Darwin’s Nightmaredemonstrates how our greed for a particular type of fish—perch—has irrevocably disrupted the biosphere of Lake Victoria. Because of the changes in the fishing industry caused by the overabundance of perch and Westerners’ taste for this fish as food, human nature has also been irrevocably disrupted according to the film, demonstrating how interconnected human and nonhuman nature remain.  The perch have destroyed the biotic community of the lake, with one species overwhelming all others, but the perch have also negatively affected the human community. Their destructive behaviors may ultimately destroy the fishing industry, but their introduction into the lake has already changed the industry and the market that sustains it. With huge perch available for export, countries bordering on the lake, especially Tanzania, can no longer rely on the lake for sustenance. Fishermen no longer catch fish for themselves and their families. They catch perch for a factory where they are prepared for shipment to Europe where, according to the film, two million white people eat Victoria fish each day.

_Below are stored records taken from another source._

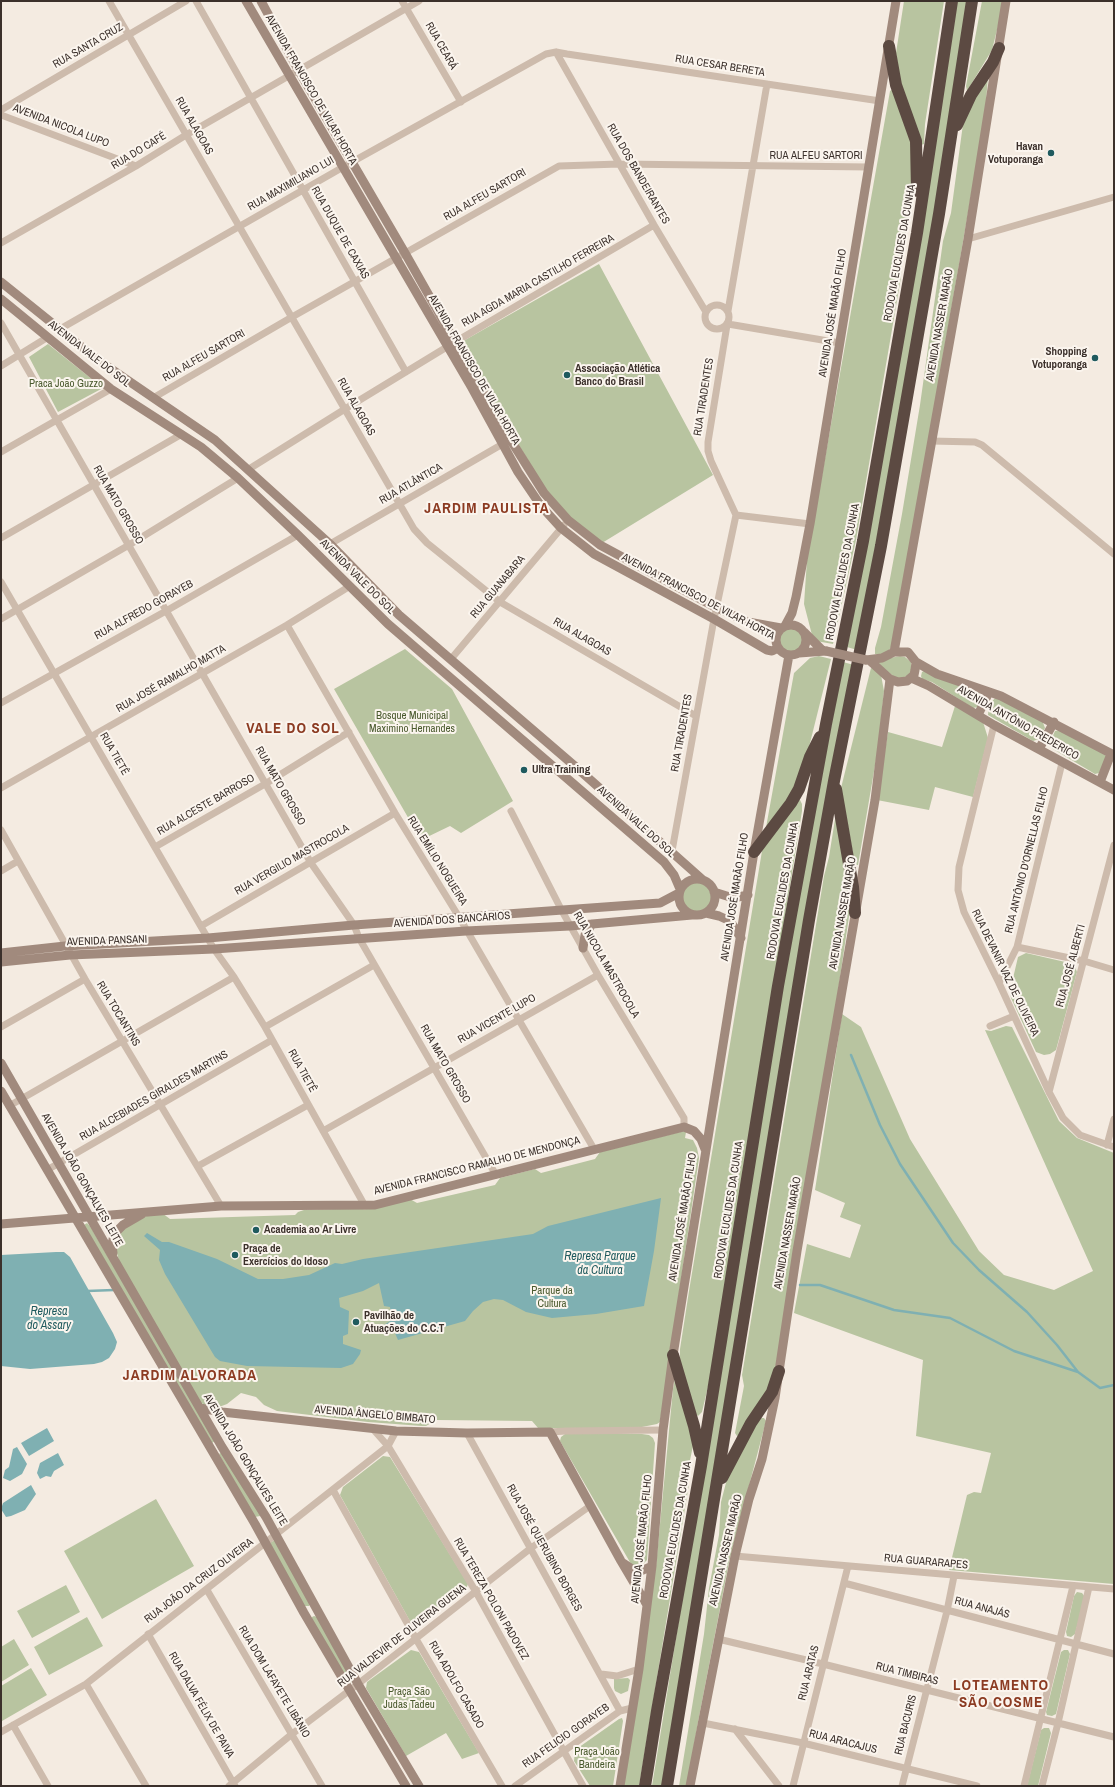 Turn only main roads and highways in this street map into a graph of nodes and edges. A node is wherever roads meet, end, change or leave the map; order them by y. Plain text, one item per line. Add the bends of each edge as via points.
1 (246, 1) edge
2 (896, 1) edge
3 (952, 1) edge
4 (972, 1) edge
5 (1006, 1) edge
6 (262, 4) edge
7 (252, 13) junction
8 (282, 41) junction
9 (889, 46) junction
10 (272, 47) junction
11 (999, 48) junction
12 (951, 136) junction
13 (917, 233) junction
14 (1, 282) edge
15 (1, 299) edge
16 (60, 329) junction
17 (48, 337) junction
18 (451, 344) junction
19 (120, 376) junction
20 (111, 389) junction
21 (190, 422) junction
22 (182, 434) junction
23 (506, 442) junction
24 (249, 470) junction
25 (238, 478) junction
26 (309, 524) junction
27 (298, 535) junction
28 (639, 566) junction
29 (634, 576) junction
30 (362, 578) junction
31 (350, 586) junction
32 (686, 592) junction
33 (681, 601) junction
34 (783, 627) junction
35 (804, 632) junction
36 (778, 648) junction
37 (825, 651) junction
38 (894, 652) junction
39 (799, 653) junction
40 (789, 655) junction
41 (452, 659) junction
42 (868, 660) junction
43 (916, 662) junction
44 (442, 670) junction
45 (911, 678) junction
46 (890, 679) junction
47 (989, 692) junction
48 (978, 715) junction
49 (1054, 722) junction
50 (826, 724) junction
51 (1039, 749) junction
52 (1113, 755) edge
53 (577, 768) junction
54 (568, 778) junction
55 (834, 781) junction
56 (1100, 782) junction
57 (1114, 790) edge
58 (615, 801) junction
59 (606, 812) junction
60 (672, 851) junction
61 (754, 852) junction
62 (664, 862) junction
63 (703, 880) junction
64 (680, 891) junction
65 (714, 892) junction
66 (748, 895) junction
67 (706, 913) junction
68 (855, 913) junction
69 (692, 915) junction
70 (592, 924) junction
71 (208, 938) joint
72 (741, 938) junction
73 (583, 948) road end
74 (214, 949) joint
75 (1, 953) edge
76 (1, 962) edge
77 (2, 1067) edge
78 (1, 1091) edge
79 (43, 1135) junction
80 (31, 1143) junction
81 (705, 1150) junction
82 (145, 1212) junction
83 (90, 1216) junction
84 (74, 1217) junction
85 (1, 1224) edge
86 (114, 1259) junction
87 (673, 1355) junction
88 (779, 1371) junction
89 (200, 1408) junction
90 (222, 1412) junction
91 (210, 1426) junction
92 (701, 1466) junction
93 (716, 1491) junction
94 (266, 1517) junction
95 (255, 1524) junction
96 (621, 1561) junction
97 (652, 1566) junction
98 (648, 1605) junction
99 (315, 1608) junction
100 (304, 1613) junction
101 (402, 1758) junction
102 (393, 1764) junction
103 (406, 1786) edge
104 (419, 1786) edge
105 (620, 1786) edge
106 (645, 1786) edge
107 (667, 1786) edge
108 (690, 1786) edge

1 - 7 main road, AVENIDA FRANCISCO DE VILAR HORTA
2 - 9 main road, AVENIDA JOSÉ MARÃO FILHO
3 - 13 highway, RODOVIA EUCLIDES DA CUNHA
4 - 12 highway
5 - 11 main road, AVENIDA NASSER MARÃO
6 - 7 main road
6 - 8 main road, AVENIDA FRANCISCO DE VILAR HORTA
7 - 10 main road, AVENIDA FRANCISCO DE VILAR HORTA
8 - 10 main road
8 - 18 main road, AVENIDA FRANCISCO DE VILAR HORTA via 405,253
9 - 13 highway via 896,85 916,141
9 - 34 main road, AVENIDA JOSÉ MARÃO FILHO via 810,524 792,613
10 - 18 main road, AVENIDA FRANCISCO DE VILAR HORTA via 396,258
11 - 12 highway via 993,62 971,95
11 - 38 main road, AVENIDA NASSER MARÃO via 968,239
12 - 55 highway via 881,546
13 - 50 highway, RODOVIA EUCLIDES DA CUNHA via 863,541
14 - 16 main road, AVENIDA VALE DO SOL
15 - 17 main road, AVENIDA VALE DO SOL
16 - 17 main road
16 - 19 main road, AVENIDA VALE DO SOL
17 - 20 main road, AVENIDA VALE DO SOL
18 - 23 main road, AVENIDA FRANCISCO DE VILAR HORTA
19 - 20 main road
19 - 21 main road, AVENIDA VALE DO SOL
20 - 22 main road, AVENIDA VALE DO SOL
21 - 22 main road
21 - 24 main road, AVENIDA VALE DO SOL
22 - 25 main road, AVENIDA VALE DO SOL
23 - 28 main road, AVENIDA FRANCISCO DE VILAR HORTA via 568,520 600,546
23 - 29 main road, AVENIDA FRANCISCO DE VILAR HORTA via 518,472 541,506 561,528 594,554
24 - 25 main road
24 - 26 main road, AVENIDA VALE DO SOL
25 - 27 main road, AVENIDA VALE DO SOL
26 - 27 main road
26 - 30 main road, AVENIDA VALE DO SOL
27 - 31 main road, AVENIDA VALE DO SOL
28 - 29 main road
28 - 32 main road, AVENIDA FRANCISCO DE VILAR HORTA
29 - 33 main road, AVENIDA FRANCISCO DE VILAR HORTA
30 - 31 main road
30 - 41 main road, AVENIDA VALE DO SOL via 399,615
31 - 44 main road, AVENIDA VALE DO SOL via 388,624
32 - 33 main road
32 - 34 main road, AVENIDA FRANCISCO DE VILAR HORTA via 748,622
33 - 36 main road, AVENIDA FRANCISCO DE VILAR HORTA via 767,650
34 - 35 main road via 794,625
34 - 36 main road via 776,637
35 - 37 main road
35 - 39 main road via 805,646
36 - 40 main road
37 - 39 main road
37 - 42 main road, bridge
38 - 42 main road
38 - 43 main road, AVENIDA ANTÔNIO FREDERICO via 908,652
39 - 40 main road
40 - 61 main road, AVENIDA JOSÉ MARÃO FILHO
41 - 44 main road
41 - 53 main road, AVENIDA VALE DO SOL
42 - 46 main road
43 - 45 main road via 916,670
43 - 47 main road, AVENIDA ANTÔNIO FREDERICO via 937,674
44 - 54 main road, AVENIDA VALE DO SOL
45 - 46 main road, AVENIDA ANTÔNIO FREDERICO via 903,682
45 - 48 main road, AVENIDA ANTÔNIO FREDERICO
46 - 68 main road, AVENIDA NASSER MARÃO via 875,800
47 - 48 main road
47 - 49 main road, AVENIDA ANTÔNIO FREDERICO
48 - 51 main road, AVENIDA ANTÔNIO FREDERICO
49 - 51 main road
49 - 52 main road, AVENIDA ANTÔNIO FREDERICO
50 - 61 highway via 810,757 799,789
50 - 92 highway, RODOVIA EUCLIDES DA CUNHA via 778,986
51 - 56 main road, AVENIDA ANTÔNIO FREDERICO
52 - 56 main road
53 - 54 main road
53 - 58 main road, AVENIDA VALE DO SOL
54 - 59 main road, AVENIDA VALE DO SOL
55 - 68 highway via 853,887
55 - 93 highway
56 - 57 main road, AVENIDA ANTÔNIO FREDERICO
58 - 59 main road
58 - 60 main road, AVENIDA VALE DO SOL
59 - 62 main road, AVENIDA VALE DO SOL
60 - 62 main road
60 - 63 main road, AVENIDA VALE DO SOL
61 - 66 main road, AVENIDA JOSÉ MARÃO FILHO
62 - 64 main road, AVENIDA VALE DO SOL
63 - 64 main road via 692,880 683,885
63 - 65 main road
64 - 69 main road via 679,898 683,909
64 - 71 main road, AVENIDA DOS BANCÁRIOS via 660,903
65 - 66 main road via 733,898
65 - 67 main road via 713,906
66 - 72 main road, AVENIDA JOSÉ MARÃO FILHO
67 - 69 main road
67 - 72 main road via 730,922
68 - 88 main road, AVENIDA NASSER MARÃO
69 - 70 main road, AVENIDA DOS BANCÁRIOS
70 - 73 main road via 585,935
70 - 74 main road, AVENIDA DOS BANCÁRIOS via 466,930
71 - 75 main road, AVENIDA PANSANI via 65,946
72 - 81 main road, AVENIDA JOSÉ MARÃO FILHO
74 - 76 main road, AVENIDA PANSANI via 70,954
77 - 79 main road, AVENIDA JOÃO GONÇALVES LEITE
78 - 80 main road
79 - 80 main road
79 - 83 main road, AVENIDA JOÃO GONÇALVES LEITE
80 - 84 main road
81 - 82 main road, AVENIDA FRANCISCO RAMALHO DE MENDONÇA via 701,1139 694,1131 684,1127 375,1205 221,1206
81 - 87 main road, AVENIDA JOSÉ MARÃO FILHO
82 - 83 main road, AVENIDA FRANCISCO RAMALHO DE MENDONÇA
82 - 86 main road via 123,1225 114,1234
83 - 84 main road, AVENIDA FRANCISCO RAMALHO DE MENDONÇA
83 - 86 main road, AVENIDA JOÃO GONÇALVES LEITE
84 - 85 main road, AVENIDA FRANCISCO RAMALHO DE MENDONÇA
84 - 95 main road
86 - 89 main road, AVENIDA JOÃO GONÇALVES LEITE
87 - 92 highway via 694,1426
87 - 97 main road, AVENIDA JOSÉ MARÃO FILHO via 663,1430
88 - 93 highway via 772,1392 733,1454
88 - 108 main road, AVENIDA NASSER MARÃO via 762,1458 735,1556
89 - 90 main road, AVENIDA ÂNGELO BIMBATO
89 - 91 main road, AVENIDA JOÃO GONÇALVES LEITE
90 - 91 main road
90 - 96 main road, AVENIDA ÂNGELO BIMBATO via 396,1431 550,1432
91 - 94 main road, AVENIDA JOÃO GONÇALVES LEITE
92 - 106 highway, RODOVIA EUCLIDES DA CUNHA
93 - 107 highway
94 - 95 main road
94 - 99 main road, AVENIDA JOÃO GONÇALVES LEITE
95 - 100 main road
96 - 97 main road via 637,1570
96 - 98 main road
97 - 98 main road, AVENIDA JOSÉ MARÃO FILHO
98 - 105 main road, AVENIDA JOSÉ MARÃO FILHO
99 - 100 main road
99 - 101 main road, AVENIDA JOÃO GONÇALVES LEITE
100 - 102 main road
101 - 102 main road
101 - 104 main road, AVENIDA JOÃO GONÇALVES LEITE
102 - 103 main road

Tanzanians are starving, then, because their lake has become a Darwinian nightmare marketplace for Eastern European businessmen and their pilots, who fly cargo planes into Tanzania for their load of perch. They provide nothing for the people living near the lake, but they do contribute even further to their impoverished state, since they bring arms to warring African countries leaving more than a million dead. In return, pilots from Ukraine bring perch back to Europe, while hungry and orphaned Tanzanian children sleep on the streets. Women live in brothels and bars, starve, or die from fumes exuded by smoking perch corpses. The human biotic community has disintegrated here.



The film personalizes each of these struggles: It foregrounds prostitute Eliza’s attempts to figure out her life, her glowing smile, and her powerful voice singing her country’s anthem, “Tanzania.” It also focuses on Raphael, a night guard fearing for his life, since the previous guard had been murdered, Jonathan, a painter who documents the life on the streets he left behind, the group of boys fighting to survive on the street, and the cargo pilots themselves, some even regretting their part in the arms sales that contribute to so many deaths.



Darwin’s Nightmareshows us what happens when the biotic communities of and between nonhuman and human nature are disturbed. Here the film asserts that a single species—either the Nile perch or the European colonizer—can destroy its environment and even itself. Instead of arguing for animal liberation, the film upholds the need for interdependent community. The consequences of its destruction are monumental and ultimately end in both lake and land turning into barren sinkholes.  But the film stands only as a warning against disrupting other biospheres. It is too late for Lake Victoria and, perhaps, for Tanzania, the film suggests.  Darwin’s Nightmare also demonstrates that arguments against over fishing based in organismic ecology may or may not encourage change.